• Brief: Every line with the string "hand" must be copied from the entries below.

• Recorded information:
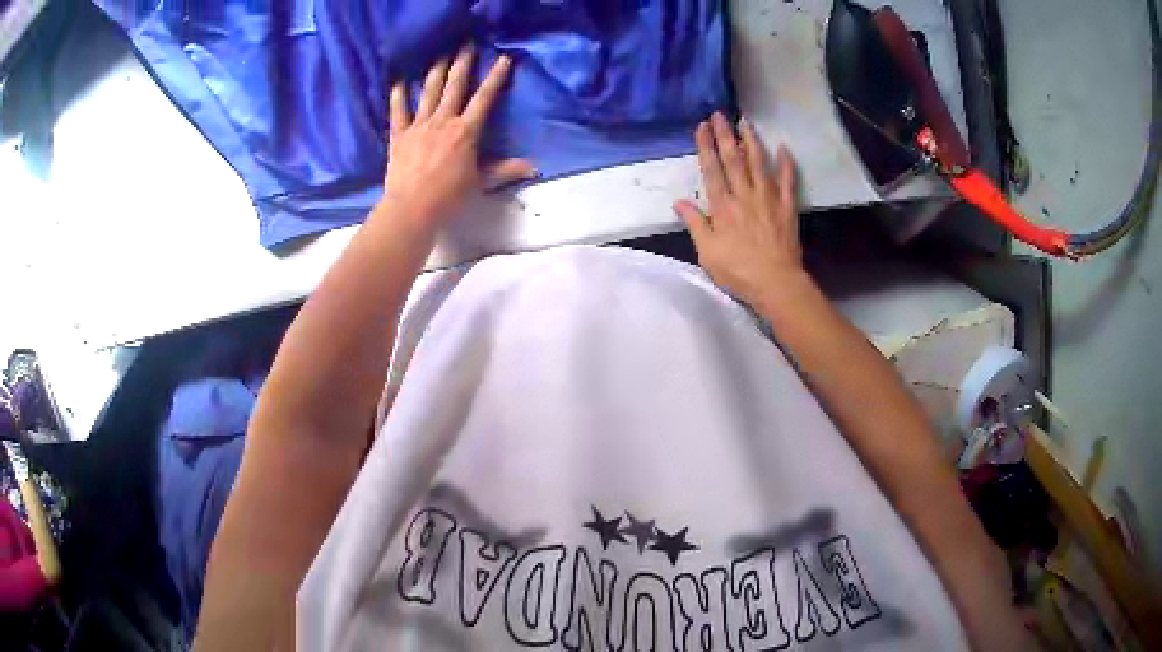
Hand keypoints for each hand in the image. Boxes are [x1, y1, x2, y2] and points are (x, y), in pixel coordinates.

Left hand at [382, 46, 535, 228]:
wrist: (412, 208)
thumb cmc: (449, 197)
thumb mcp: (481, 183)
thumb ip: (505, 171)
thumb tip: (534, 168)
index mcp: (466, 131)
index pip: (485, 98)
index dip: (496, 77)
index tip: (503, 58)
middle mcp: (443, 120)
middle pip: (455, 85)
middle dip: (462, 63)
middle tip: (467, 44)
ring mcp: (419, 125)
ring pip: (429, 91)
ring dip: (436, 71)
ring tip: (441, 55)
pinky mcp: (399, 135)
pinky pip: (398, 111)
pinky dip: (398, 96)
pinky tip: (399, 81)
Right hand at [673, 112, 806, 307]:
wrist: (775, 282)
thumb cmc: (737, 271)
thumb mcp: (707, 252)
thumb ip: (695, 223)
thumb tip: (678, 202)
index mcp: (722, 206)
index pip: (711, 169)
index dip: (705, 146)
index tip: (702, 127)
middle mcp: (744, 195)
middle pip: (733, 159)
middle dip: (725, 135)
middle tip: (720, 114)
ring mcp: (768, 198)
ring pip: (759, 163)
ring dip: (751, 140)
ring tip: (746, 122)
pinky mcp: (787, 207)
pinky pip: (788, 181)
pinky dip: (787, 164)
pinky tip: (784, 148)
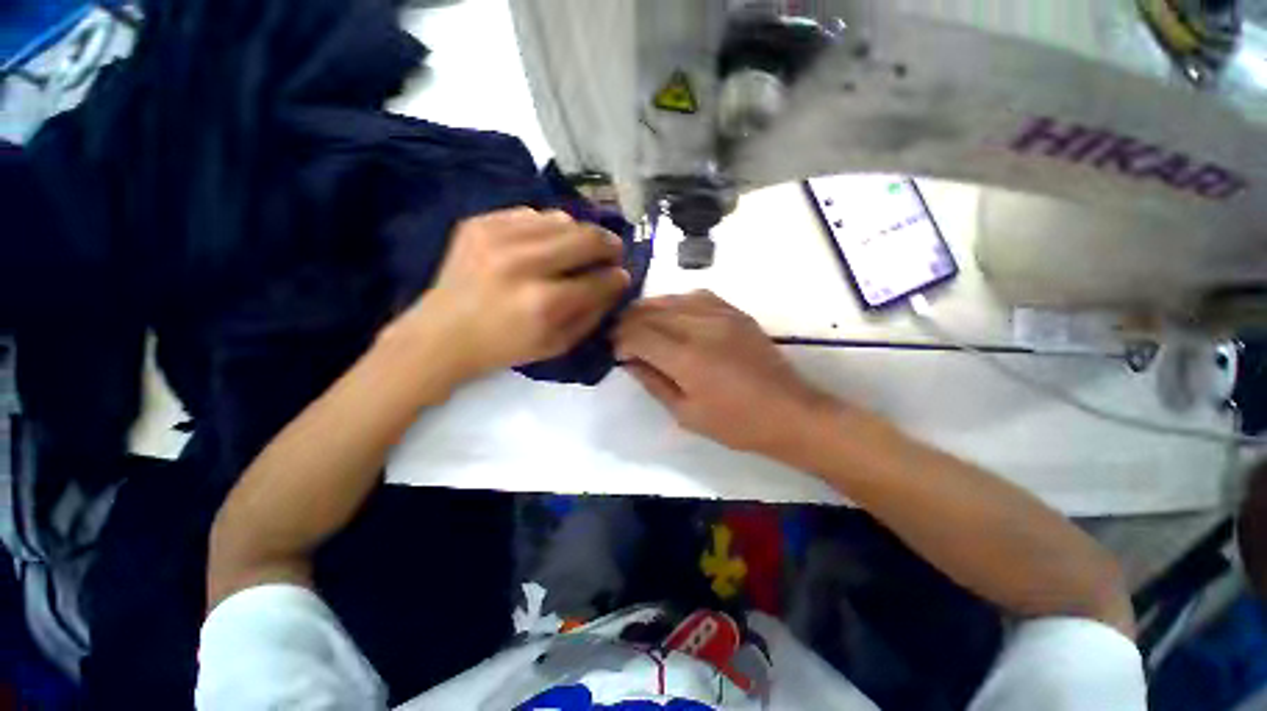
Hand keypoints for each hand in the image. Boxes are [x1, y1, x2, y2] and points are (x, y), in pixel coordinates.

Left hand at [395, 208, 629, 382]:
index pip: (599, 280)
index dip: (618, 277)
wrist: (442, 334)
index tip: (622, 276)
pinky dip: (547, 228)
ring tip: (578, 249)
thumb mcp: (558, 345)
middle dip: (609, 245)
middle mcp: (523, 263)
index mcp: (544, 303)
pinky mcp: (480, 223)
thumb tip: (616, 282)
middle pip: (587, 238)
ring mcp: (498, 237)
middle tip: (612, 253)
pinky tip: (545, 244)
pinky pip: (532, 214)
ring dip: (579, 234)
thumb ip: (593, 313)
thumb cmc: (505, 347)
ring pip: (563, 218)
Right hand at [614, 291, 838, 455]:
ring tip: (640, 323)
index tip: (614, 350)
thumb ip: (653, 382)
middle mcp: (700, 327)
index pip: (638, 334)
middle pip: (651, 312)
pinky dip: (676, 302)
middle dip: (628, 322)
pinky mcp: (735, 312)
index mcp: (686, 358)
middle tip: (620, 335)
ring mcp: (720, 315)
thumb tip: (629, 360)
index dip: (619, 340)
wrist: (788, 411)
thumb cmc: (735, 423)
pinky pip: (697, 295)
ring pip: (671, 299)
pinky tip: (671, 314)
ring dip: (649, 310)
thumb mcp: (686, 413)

• Response to the task:
Hand keypoints for each hand in the image. Boxes are [x1, y1, x2, y2] and points are (x, y), in pixel coordinates.
Left hand at [382, 46, 535, 228]:
Right hand at [673, 112, 806, 307]:
Hand keypoints for each hand in the image. Boxes are [x1, y1, x2, y2] and points are (x, y), in pixel coordinates.
Left hand at [395, 208, 629, 382]:
Right hand at [614, 291, 838, 455]:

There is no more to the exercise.